Of course it isn’t just U.S. manufacturing that is struggling right now. We haven’t seen global manufacturing numbers this bad since the last financial crisis, and this is something that I detailed in a previous article.
In addition, it appears that we are about to get confirmation that we have now entered an “earnings recession”. The following comes from USA Today…
Yet with second-quarter earnings season underway, analysts are nervously waiting to see if the final results will deliver a second straight quarterly drop in corporate profits. Those surveyed by FactSet reckon the earnings of S&P 500 companies declined 1.9% in the April-June period from a year earlier. That’s based on a blend of their pre-earnings season estimate and actual results of the 16% of companies reporting so far.
Why the concern over back-to-back declines?
Two consecutive quarterly decreases would represent an earnings recession, which typically – but not always – foreshadows an economic recession within a year or two. Companies whose profits are squeezed tend to pull back hiring and investment.
Clearly we are facing some very serious economic challenges.
We can raise incomes by increasing the minimum wage to $15 an hour, strengthening unions, ensuring that women of color get the wages they deserve, and empowering workers to elect at least 40% of board members at big American corporations. We can reduce costs and slash household debt by cancelling up to $50,000 in student loan debt for 95% of people who have it, bringing downthe cost of rent, providing universal affordable child care and early education for all our kids ages 0–5, and making tuition free at every public technical school, two-year college, and four-year college.
Is she insane?
Seriously, where does she plan to get the money to fund her wacky proposals? At this point we are already 22 trillion dollars in debt, and a “compromise” deal was just reached in Washington that will greatly accelerate the pace at which our national debt is increasing.

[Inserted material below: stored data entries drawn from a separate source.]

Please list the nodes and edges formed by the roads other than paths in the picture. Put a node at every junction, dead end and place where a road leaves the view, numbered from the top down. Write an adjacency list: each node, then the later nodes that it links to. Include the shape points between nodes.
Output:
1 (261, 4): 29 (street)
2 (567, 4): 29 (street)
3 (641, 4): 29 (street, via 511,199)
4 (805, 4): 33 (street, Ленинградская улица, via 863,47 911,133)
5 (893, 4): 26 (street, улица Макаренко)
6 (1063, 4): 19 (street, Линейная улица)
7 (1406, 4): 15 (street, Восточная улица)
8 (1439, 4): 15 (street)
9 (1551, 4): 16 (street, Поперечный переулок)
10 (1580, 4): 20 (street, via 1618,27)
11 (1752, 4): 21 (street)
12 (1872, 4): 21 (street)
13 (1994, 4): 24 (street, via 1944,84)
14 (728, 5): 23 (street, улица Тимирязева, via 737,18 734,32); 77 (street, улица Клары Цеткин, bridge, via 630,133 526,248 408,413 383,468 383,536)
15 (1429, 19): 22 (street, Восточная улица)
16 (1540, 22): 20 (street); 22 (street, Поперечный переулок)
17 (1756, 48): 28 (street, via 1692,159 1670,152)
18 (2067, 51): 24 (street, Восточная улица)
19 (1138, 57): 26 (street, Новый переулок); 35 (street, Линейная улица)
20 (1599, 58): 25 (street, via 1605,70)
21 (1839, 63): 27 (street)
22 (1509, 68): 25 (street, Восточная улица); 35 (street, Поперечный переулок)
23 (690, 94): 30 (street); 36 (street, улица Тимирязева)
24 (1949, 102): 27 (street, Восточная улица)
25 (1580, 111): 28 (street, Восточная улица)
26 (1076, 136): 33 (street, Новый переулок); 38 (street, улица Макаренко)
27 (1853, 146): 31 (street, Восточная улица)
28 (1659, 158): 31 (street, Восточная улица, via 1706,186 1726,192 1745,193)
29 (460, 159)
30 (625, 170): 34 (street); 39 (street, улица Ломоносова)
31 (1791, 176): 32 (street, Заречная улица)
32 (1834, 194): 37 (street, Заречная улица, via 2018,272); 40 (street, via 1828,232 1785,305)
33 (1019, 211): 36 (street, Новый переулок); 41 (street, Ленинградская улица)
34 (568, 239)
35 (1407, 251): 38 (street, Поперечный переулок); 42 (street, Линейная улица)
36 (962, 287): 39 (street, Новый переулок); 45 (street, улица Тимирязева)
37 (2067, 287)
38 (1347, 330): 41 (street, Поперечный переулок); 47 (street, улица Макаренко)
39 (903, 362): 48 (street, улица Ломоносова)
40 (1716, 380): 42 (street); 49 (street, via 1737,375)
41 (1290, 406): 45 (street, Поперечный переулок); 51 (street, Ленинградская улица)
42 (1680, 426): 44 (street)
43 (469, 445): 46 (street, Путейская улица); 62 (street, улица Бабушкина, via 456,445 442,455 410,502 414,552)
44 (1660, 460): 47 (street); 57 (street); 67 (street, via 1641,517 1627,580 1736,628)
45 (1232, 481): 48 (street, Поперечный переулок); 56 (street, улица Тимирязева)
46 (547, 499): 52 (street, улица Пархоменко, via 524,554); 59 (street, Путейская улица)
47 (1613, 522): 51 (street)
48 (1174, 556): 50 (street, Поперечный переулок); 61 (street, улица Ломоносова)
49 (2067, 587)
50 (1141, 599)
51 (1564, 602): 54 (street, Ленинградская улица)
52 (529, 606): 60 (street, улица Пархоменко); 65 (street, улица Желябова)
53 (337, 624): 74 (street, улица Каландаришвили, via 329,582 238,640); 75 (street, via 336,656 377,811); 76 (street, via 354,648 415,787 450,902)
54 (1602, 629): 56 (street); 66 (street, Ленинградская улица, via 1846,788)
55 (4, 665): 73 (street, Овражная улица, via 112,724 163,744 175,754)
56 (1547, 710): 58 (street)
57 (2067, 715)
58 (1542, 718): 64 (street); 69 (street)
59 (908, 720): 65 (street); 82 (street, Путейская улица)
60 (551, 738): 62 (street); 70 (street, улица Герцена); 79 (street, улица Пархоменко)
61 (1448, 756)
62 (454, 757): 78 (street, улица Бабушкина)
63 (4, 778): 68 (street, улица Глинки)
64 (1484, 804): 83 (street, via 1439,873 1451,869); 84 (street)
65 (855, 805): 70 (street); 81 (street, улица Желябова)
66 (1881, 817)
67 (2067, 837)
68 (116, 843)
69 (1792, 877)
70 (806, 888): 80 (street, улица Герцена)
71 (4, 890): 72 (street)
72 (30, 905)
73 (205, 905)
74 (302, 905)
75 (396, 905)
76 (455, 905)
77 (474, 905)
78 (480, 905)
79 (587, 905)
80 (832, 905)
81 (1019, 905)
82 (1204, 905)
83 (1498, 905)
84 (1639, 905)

The national debt is already an existential threat to the future of our nation, and Warren’s proposals would cost us trillions more.
So where does she plan to get that kind of cash? Is she going to tax all of us into oblivion?
Spending money that we do not have and the socialist economic policies of both major political parties are two of the biggest reasons why we are currently in such a horrible mess. Warren’s “solutions” would only greatly compound our problems.
Sadly, our leaders are a reflection of who we are as a nation, and at this moment a big chunk of the population wants Elizabeth Warren.
A CBS News poll that was just released found that Joe Biden is still leading the race for the Democratic nomination, but the race has greatly tightened. Biden was at 25 percent in the survey, but Warren was a close second at 20 percent. Biden’s campaign has been faltering in recent weeks, while Warren’s campaign has been really surging. In the end, it wouldn’t be a surprise at all if Elizabeth Warren wins the Democratic nomination.
And if she wins the nomination, there is a really good chance that she will be the next president of the United States.
By the time the 2020 election arrives, the “economic crash” that Elizabeth Warren is warning about is likely to be here. But no amount of “free stuff” is going to fix things, and the truth is that socialism never works on a long-term basis.